We shift again to a Black family at the dinner table—a family that’s “made it.” Marie (Jackson), the eldest, argues against boarding the plane. Why leave a legacy her father worked so hard to build? The American Dream is within reach, she claims, as long as they keep their heads down. But when “Black” itself (portrayed powerfully and hauntingly by Coulter) bursts from the basement and declares, “Our people are dying... the ground is sinking... the blue is hiding itself from the sky,” we see how assimilation becomes survival—but never safety. The family tries to kill “Black,” not once, but several times. It’s darkly comic but all too real—how internalized racism and classism can pit us against ourselves.
Our final two vignettes occur inside a prison. Lakeisha (Jackson again) delivers a heart-wrenching monologue about the love she’s finally ready to give her daughter, now that she has a second chance. And then comes Blue (Whitney LaTrice Coulter), who looks in her bag and finds it feeling “light”: “I had my stuff. I was good. I had a boy. I had a baby. I had my smile.” Coulter’s performance is a masterclass—raw, vulnerable, and painfully human. She passionately demands the warden to get her stuff back. We watch a woman stripped of her dignity by the very system that claimed to “rehabilitate” her. This scene moved the audience to tears.
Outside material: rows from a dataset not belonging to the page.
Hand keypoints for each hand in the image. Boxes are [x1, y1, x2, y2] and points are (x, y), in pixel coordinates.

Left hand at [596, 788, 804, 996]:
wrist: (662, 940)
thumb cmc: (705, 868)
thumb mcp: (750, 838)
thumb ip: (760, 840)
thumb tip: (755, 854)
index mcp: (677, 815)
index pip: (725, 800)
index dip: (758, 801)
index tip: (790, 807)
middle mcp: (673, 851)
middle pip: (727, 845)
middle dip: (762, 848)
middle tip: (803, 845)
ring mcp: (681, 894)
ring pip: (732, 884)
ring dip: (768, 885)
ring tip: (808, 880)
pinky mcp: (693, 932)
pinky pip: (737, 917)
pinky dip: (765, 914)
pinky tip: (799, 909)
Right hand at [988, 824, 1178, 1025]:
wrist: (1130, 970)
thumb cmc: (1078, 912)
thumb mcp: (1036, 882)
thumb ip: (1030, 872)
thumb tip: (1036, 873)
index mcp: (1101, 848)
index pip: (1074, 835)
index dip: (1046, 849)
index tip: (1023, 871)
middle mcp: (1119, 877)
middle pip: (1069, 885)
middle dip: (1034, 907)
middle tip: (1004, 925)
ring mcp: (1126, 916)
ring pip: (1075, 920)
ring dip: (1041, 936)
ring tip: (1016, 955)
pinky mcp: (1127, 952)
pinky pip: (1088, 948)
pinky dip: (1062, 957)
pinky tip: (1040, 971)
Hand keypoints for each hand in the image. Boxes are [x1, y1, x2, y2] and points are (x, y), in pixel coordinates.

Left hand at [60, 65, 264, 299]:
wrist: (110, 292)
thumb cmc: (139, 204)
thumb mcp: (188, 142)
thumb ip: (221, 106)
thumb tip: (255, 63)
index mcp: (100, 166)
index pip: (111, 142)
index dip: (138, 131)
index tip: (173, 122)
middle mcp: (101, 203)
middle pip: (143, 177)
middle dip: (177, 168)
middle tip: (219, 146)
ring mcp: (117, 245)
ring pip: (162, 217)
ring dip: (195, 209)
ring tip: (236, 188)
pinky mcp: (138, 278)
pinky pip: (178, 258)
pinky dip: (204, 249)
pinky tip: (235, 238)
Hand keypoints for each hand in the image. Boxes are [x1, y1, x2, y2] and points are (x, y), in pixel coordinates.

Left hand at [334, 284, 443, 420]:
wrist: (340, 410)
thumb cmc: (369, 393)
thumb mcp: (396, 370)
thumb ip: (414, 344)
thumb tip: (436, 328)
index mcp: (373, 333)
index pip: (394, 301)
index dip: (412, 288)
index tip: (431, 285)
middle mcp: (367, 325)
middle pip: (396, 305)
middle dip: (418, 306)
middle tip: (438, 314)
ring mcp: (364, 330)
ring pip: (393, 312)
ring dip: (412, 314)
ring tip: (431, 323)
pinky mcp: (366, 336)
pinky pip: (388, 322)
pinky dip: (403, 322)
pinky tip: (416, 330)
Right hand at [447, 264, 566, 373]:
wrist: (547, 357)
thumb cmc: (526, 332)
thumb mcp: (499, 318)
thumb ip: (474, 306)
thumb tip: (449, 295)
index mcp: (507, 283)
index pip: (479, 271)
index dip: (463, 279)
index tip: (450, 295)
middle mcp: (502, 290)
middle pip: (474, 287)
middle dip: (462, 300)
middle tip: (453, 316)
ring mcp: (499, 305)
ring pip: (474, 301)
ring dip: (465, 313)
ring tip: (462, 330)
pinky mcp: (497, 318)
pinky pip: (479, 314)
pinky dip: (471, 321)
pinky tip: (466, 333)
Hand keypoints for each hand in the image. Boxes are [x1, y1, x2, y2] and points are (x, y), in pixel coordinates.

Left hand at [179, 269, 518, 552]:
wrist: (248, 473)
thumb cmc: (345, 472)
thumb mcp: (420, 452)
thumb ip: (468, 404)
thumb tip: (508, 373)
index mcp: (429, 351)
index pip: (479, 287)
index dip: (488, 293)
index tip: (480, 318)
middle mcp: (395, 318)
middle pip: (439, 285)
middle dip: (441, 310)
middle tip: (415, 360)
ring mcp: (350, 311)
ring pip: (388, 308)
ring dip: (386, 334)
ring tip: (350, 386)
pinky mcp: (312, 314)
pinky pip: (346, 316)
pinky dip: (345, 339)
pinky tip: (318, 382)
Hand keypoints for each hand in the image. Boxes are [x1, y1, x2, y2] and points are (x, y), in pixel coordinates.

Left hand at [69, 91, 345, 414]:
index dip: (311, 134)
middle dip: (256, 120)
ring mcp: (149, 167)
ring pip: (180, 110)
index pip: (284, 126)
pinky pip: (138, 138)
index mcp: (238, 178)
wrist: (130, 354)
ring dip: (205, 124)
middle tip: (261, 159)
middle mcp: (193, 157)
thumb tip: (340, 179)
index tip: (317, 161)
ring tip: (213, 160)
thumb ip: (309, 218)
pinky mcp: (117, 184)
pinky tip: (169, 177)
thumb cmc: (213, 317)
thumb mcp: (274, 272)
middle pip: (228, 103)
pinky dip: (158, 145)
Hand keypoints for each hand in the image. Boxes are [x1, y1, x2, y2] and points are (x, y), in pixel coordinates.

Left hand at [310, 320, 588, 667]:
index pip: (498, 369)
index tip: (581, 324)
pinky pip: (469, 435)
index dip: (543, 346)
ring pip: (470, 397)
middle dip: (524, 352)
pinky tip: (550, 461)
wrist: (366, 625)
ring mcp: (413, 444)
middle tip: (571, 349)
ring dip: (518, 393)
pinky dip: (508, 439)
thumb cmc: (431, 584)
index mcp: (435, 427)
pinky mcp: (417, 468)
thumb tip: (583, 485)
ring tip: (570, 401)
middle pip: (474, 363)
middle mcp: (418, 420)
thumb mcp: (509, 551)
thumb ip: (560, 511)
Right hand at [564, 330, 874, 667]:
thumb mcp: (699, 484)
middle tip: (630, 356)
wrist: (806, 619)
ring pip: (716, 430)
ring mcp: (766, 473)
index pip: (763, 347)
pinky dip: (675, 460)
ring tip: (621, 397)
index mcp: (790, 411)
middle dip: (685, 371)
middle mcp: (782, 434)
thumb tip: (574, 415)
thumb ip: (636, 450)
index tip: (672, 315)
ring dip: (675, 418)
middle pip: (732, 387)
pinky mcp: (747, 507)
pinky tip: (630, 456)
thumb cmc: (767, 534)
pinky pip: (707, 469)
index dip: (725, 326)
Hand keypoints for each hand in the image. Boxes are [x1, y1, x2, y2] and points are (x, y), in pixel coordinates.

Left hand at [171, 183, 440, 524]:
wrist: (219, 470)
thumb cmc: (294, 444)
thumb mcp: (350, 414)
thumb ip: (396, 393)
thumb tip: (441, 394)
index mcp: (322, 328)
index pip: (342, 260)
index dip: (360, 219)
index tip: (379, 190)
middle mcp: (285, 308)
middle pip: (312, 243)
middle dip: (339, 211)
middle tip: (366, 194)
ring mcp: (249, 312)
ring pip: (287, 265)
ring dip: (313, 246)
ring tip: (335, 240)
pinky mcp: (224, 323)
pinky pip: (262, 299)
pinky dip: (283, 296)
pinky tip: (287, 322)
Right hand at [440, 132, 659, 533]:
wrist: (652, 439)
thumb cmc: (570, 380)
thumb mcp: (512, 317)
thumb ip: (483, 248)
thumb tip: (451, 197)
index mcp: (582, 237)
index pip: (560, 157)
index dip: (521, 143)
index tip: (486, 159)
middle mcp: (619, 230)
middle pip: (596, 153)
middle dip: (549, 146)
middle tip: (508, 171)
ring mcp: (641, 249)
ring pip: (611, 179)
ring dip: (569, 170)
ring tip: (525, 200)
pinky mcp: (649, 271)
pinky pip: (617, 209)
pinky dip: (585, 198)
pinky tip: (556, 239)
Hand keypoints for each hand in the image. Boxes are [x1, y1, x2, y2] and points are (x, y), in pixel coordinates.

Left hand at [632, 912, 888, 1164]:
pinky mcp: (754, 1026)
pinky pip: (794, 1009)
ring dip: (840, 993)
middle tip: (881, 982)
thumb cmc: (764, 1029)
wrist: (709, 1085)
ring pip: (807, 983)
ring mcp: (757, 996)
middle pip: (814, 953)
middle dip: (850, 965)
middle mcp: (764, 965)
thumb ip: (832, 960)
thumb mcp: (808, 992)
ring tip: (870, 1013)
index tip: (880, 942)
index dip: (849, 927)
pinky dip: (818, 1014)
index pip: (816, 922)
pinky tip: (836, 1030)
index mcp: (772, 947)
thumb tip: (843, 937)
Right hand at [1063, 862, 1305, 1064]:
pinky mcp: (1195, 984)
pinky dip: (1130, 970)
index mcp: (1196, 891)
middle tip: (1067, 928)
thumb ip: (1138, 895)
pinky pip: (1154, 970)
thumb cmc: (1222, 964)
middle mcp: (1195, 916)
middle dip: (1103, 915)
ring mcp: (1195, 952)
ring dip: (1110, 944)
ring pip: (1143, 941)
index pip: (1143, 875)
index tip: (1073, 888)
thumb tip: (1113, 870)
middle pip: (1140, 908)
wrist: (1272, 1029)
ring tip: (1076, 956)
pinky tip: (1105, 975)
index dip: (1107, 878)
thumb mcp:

The set, designed by Scott Tatum, features a rotating platform and a symbolic archway. Children’s figures are frozen in the background, ghostly and silent—suggesting the generations suspended in limbo between memory and movement. Jasmine Woods’ costumes range from grounded realism to campy parody, and in the final scenes, her choice of pristine white on the prison characters signals new beginnings, peace, or maybe even the afterlife. Lighting designer Nicole Iannaccone crafts distinct emotional worlds: cool blue for grief, warm hues for family dinners, bold whites for clarity and transformation.
And then there’s Peaches. After scanning millions of tickets, after guiding others through the gate, she is finally ready to board. But her bag—Miss Bag—won’t budge. “The carrier of our entire story as a people,” Peaches says. And it won’t move. It’s too heavy. Must the plane take off without her?
The scene is devastating. Singleton lives in this moment. The image is a thesis: progress is real, but not all of us get on board. Peaches, who is Black and queer, is still the one left behind. She’s carried everyone else’s baggage—now her own history is too much. The message is clear: intersectionality matters. Marginalized folks within marginalized communities are too often the last called and first left.
Jordan E. Cooper’s language throughout is lyrical, laced with Black vernacular, spoken word, and the rhythm of the streets and the sanctuary. Ain’t No Mo’ is a play that sings, shouts, and sobs all at once. It’s a satire, a ritual, a warning, and a dream deferred. And in Soul Rep’s hands, it’s staged with the care, brilliance, and audacity it deserves.
Run, don’t walk, to see this show.
And bring a bag big enough to carry what it leaves you with.